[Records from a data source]
•••••
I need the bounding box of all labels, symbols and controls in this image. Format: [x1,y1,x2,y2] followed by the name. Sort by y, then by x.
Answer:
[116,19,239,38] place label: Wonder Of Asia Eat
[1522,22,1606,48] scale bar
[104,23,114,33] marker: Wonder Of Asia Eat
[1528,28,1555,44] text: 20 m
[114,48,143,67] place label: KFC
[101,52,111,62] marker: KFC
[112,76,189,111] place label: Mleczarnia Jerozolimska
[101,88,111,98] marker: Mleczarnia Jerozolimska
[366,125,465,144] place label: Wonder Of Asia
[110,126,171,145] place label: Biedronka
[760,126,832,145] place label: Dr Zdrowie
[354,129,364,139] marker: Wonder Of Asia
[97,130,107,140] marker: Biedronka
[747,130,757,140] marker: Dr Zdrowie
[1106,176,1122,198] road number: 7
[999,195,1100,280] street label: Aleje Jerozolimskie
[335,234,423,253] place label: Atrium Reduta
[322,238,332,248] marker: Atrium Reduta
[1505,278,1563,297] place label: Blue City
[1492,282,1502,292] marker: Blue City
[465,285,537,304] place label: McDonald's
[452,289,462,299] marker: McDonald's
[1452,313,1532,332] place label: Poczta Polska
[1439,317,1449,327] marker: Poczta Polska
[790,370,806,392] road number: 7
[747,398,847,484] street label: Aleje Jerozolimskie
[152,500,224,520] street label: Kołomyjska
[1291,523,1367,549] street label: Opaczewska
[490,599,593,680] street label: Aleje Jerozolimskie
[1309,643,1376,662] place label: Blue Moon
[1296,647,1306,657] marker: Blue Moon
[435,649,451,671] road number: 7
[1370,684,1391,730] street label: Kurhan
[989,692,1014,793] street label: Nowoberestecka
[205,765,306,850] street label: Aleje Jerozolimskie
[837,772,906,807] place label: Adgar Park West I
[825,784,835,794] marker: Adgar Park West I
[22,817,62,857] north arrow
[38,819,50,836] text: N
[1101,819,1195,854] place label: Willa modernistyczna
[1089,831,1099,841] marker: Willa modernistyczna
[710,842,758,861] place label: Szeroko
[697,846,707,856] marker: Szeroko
•••••
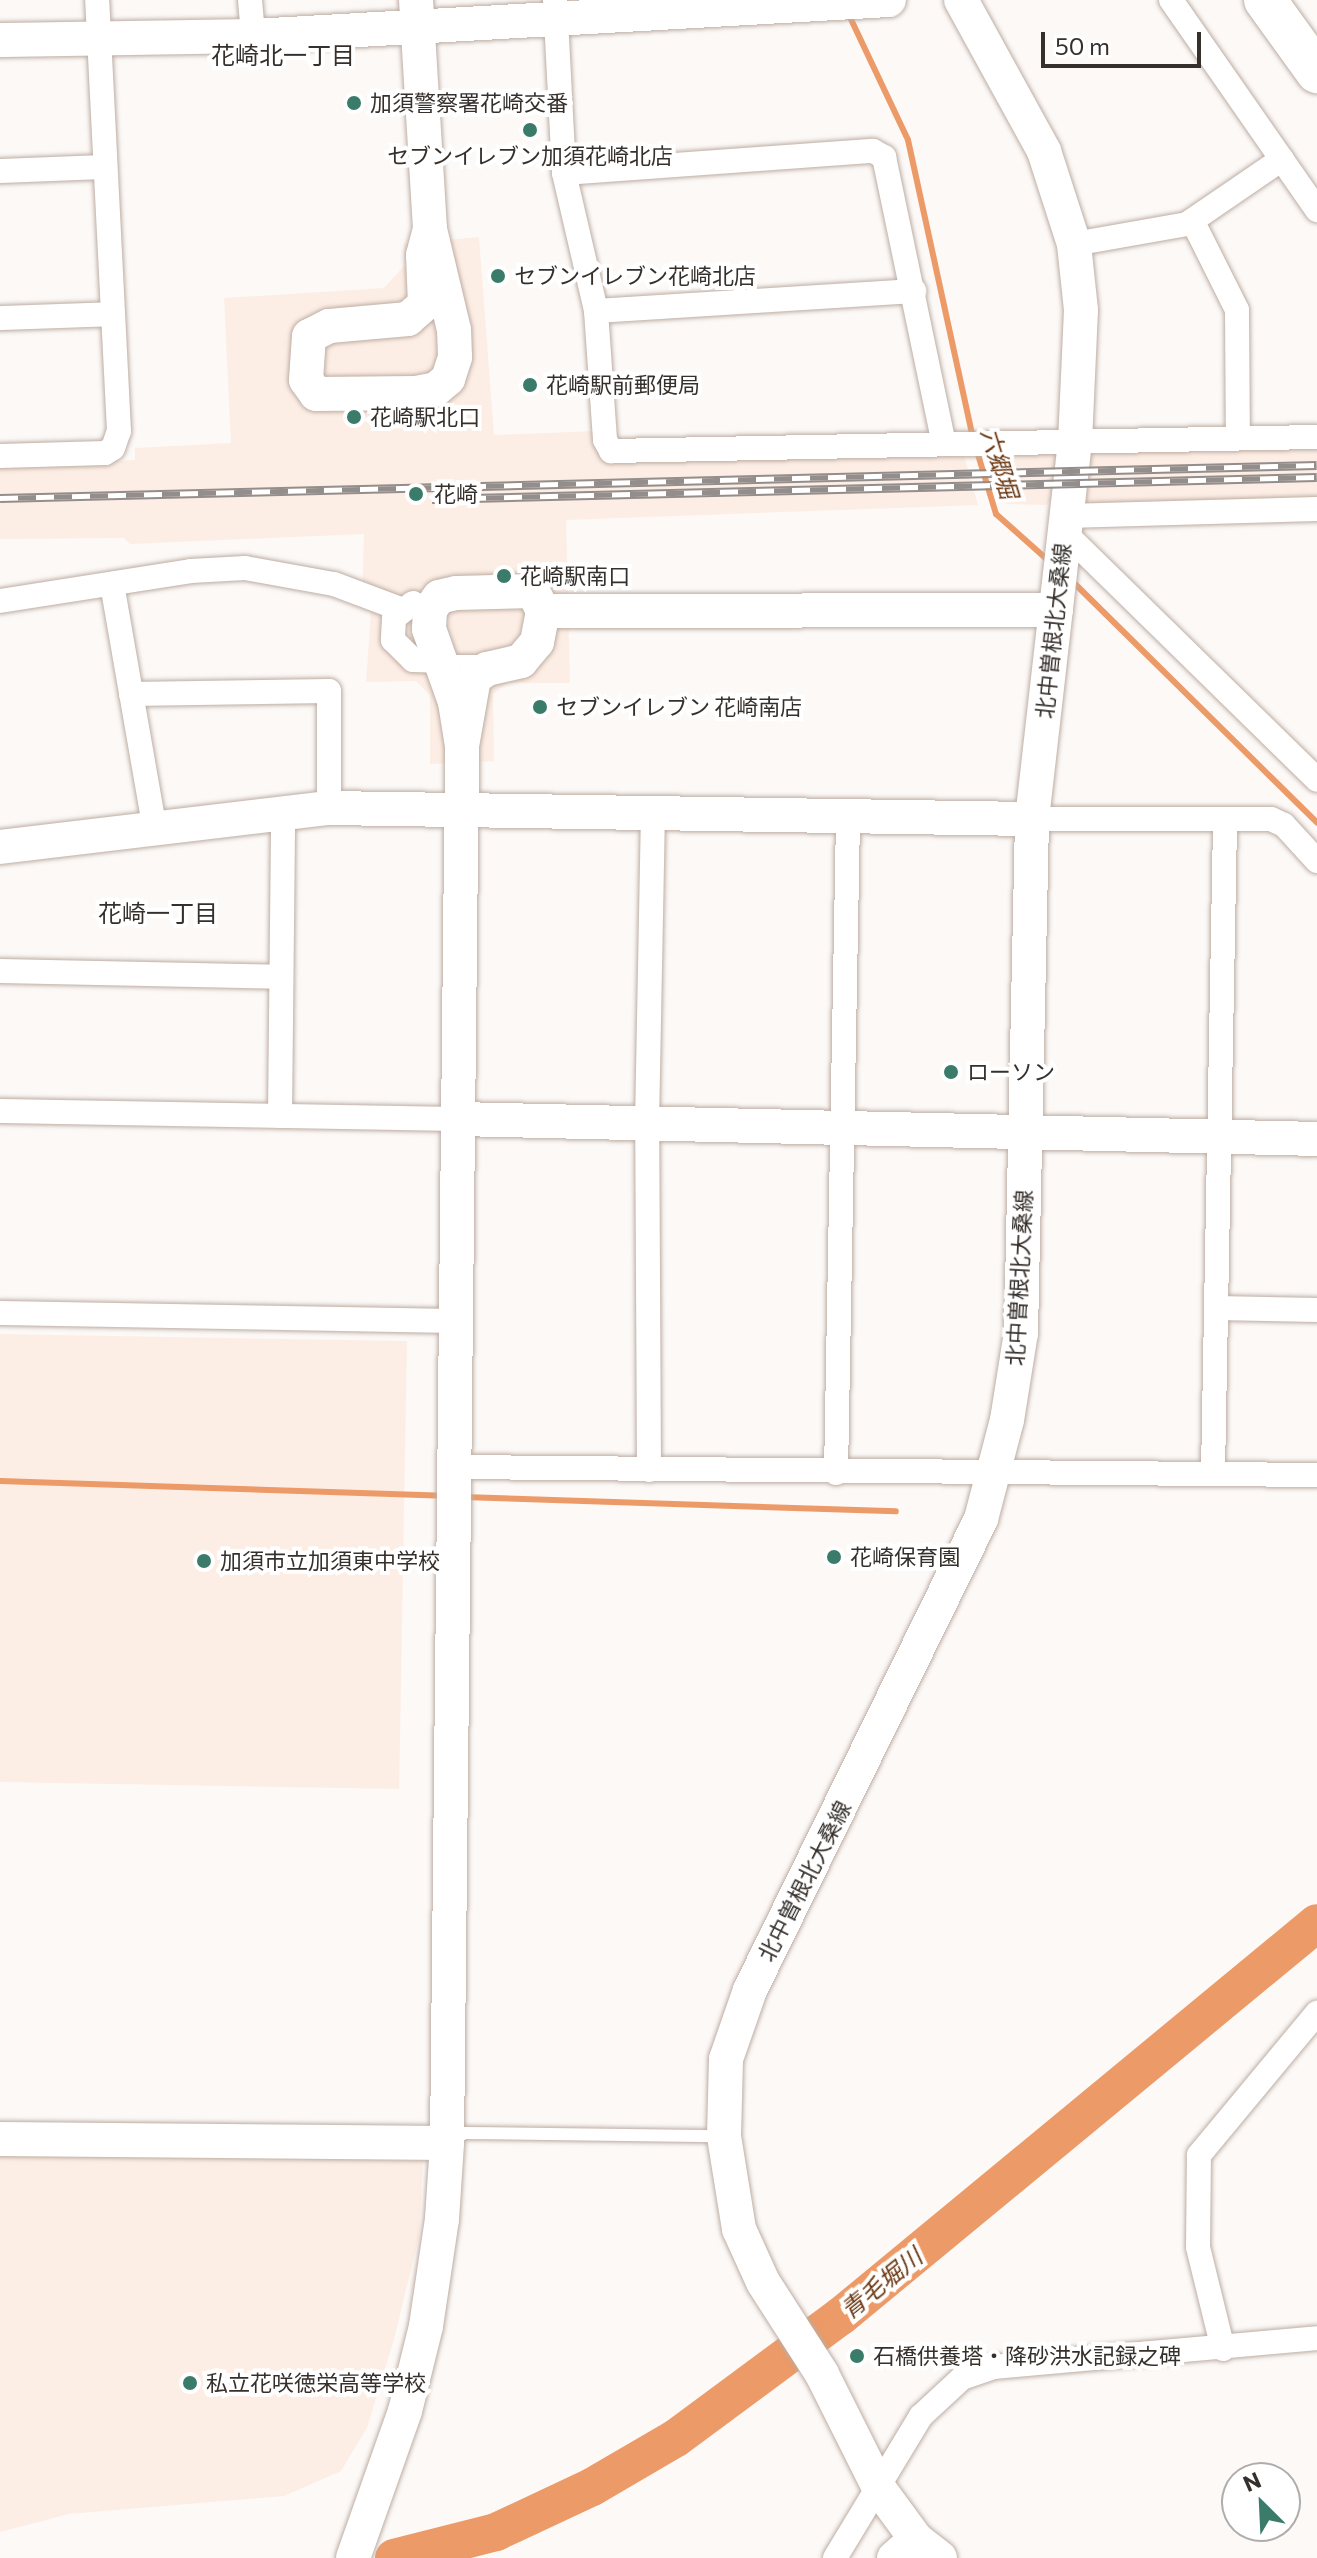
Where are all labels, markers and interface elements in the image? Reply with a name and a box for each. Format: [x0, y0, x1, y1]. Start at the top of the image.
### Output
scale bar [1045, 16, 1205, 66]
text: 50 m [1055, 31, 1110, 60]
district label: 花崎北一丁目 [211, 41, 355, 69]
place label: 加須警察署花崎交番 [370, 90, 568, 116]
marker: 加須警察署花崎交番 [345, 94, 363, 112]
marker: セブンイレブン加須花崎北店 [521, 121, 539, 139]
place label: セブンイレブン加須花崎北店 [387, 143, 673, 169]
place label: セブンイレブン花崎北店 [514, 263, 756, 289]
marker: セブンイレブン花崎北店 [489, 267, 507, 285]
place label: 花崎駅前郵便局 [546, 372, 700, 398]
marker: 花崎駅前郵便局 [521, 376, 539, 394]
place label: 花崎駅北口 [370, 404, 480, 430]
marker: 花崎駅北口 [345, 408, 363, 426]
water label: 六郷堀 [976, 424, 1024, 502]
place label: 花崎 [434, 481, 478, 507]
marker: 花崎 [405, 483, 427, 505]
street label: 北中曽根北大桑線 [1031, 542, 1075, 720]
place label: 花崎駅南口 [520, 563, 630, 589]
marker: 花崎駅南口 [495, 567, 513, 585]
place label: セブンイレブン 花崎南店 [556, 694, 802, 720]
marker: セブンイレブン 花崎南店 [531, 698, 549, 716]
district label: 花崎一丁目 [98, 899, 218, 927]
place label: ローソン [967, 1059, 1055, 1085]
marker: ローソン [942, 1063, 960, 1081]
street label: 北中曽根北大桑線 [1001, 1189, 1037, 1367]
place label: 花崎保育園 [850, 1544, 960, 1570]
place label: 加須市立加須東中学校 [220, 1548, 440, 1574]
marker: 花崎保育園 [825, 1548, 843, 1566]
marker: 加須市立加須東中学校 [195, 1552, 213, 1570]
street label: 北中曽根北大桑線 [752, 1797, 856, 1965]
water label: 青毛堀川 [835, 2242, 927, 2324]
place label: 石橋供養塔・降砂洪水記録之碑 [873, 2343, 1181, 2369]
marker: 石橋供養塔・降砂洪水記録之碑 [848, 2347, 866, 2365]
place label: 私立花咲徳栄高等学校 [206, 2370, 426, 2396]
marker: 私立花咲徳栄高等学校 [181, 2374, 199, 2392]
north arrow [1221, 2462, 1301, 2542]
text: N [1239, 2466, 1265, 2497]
•••••
What you are asked to do: Each line of the data that includes "name" should be copied.

Answer for the task:
I need the bounding box of all labels, symbols and controls in this image. Format: [x1,y1,x2,y2] followed by the name. Sort by y, then by x.
Where are all labels, markers and interface elements in the image? Reply with a name and a box for each. Format: [x0, y0, x1, y1]. Start at the top of the image.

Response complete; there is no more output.